As you get older, you may find that you are experiencing the early signs of dementia and it’s affecting your daily life. It can be a worrying situation for you and your family as it can affect the way you speak, think, feel and behave.
It’s very important to put Lasting Powers of Attorney in place while you’ve still got the mental capacity to do so. If Powers of Attorney are not registered before mental capacity is lost, family members would have to go through the long and expensive process of applying to the Court of Protection in order to deal with your affairs.
For initial legal advice get in touch with our Wills and Trusts Solicitors.
What is a Lasting Power of Attorney?
A Lasting Power of Attorney allows you to appoint someone you trust (called your Attorney) to manage your affairs should you become unable to do so yourself. A Lasting Power of Attorney is a legal document designed to be flexible and can be adapted to suit an individual’s circumstances
- Lasting Powers of Attorney can be used for a variety of decisions, including:
- Managing your finances
- Making decisions about your business if you’re a business owner
- Health and welfare decisions
- Decisions regarding life-sustaining treatment
- Moving into a care home
To discuss putting Lasting Power of Attorney in place, speak to one of our expert Wills and Trusts Solicitors. We will always approach each case with due sensitivity and we care deeply about your welfare and the best interests of your loved ones.
Two types of Lasting Powers of Attorney exist in England and Wales:
- Health and welfare
- Property and finance
A health and welfare Lasting Power of Attorney (LPA) only comes into effect once the person has lost the mental capacity to make decisions for themselves. This will be decided by a trained mental capacity assessor. This is usually a health or social care professional.
A property and financial affairs LPA comes into effect as soon as it is registered with the Office of the Public Guardian (OPG), unless alternative instructions are stated in the LPA document.
Can I Automatically Make Decisions on My Partner’s Behalf?
Not necessarily.
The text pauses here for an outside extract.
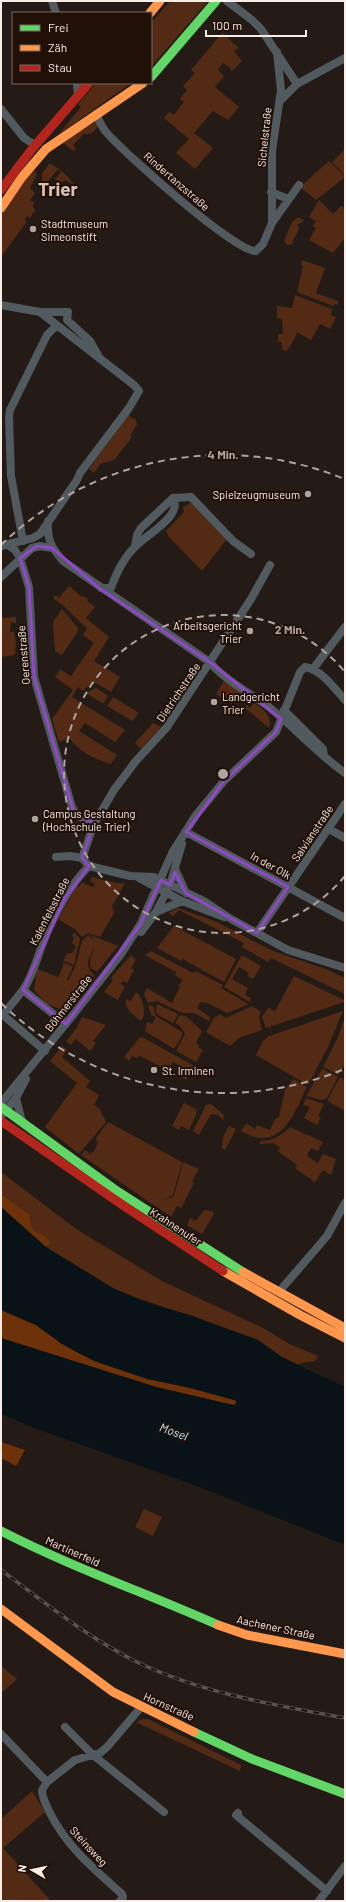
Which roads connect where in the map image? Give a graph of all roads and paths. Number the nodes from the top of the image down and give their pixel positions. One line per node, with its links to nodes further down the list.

If you’re married or in a civil partnership, then it can be easy to think you can make decisions on your partner’s behalf, should they lose the mental capacity to do so.
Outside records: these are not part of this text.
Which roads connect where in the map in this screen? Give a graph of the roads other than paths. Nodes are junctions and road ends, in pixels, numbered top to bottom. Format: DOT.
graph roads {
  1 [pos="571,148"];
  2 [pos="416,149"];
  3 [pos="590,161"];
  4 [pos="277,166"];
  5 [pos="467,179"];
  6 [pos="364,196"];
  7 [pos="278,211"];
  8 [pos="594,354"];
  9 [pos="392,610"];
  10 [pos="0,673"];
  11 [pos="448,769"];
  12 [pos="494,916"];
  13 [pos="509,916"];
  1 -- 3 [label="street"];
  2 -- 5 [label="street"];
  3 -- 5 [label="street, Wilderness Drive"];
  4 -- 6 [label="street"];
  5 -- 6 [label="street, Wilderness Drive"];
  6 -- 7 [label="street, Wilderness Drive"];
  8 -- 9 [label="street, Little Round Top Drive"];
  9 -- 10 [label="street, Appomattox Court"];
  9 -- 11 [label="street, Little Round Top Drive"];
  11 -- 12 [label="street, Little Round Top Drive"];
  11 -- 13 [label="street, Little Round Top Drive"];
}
If an LPA is not registered with the OPG by the time that person comes to be assessed for their mental capacity, then the partner may have to apply through the Court of Protection to become the person’s Deputy.
What to Do Once the LPA is Registered
Once an LPA has been registered, the Attorney/s must follow the Mental Capacity Act when making decisions on behalf of the person who has lost capacity, perhaps with dementia. The Attorney/s must:
- Act in the person’s best interests
- Consider the person’s past and present wishes
- Not take advantage of the person to benefit themselves
- Keep all of the person’s money separate from their own
Failure to abide by these rules means the LPA could be cancelled. The Office of Public Guardian will look into this if they suspect any wrongdoing, and if so the Attorney may find themselves under prosecution.
Unfortunately, in some cases, illnesses and sudden accidents prevent many people from being able to put Lasting Powers of Attorney in place and their loved ones then may need to go through the process of applying to the Court of Protection for a Deputyship Order. Applying to become a Deputy is subject to a much higher level of scrutiny than someone acting under a Lasting Power of Attorney.
For many people who have already registered Lasting Powers of Attorney, these legal documents act much like insurance policies and are something they have and hope not to need, but it’s good to know they are there to be used if necessary.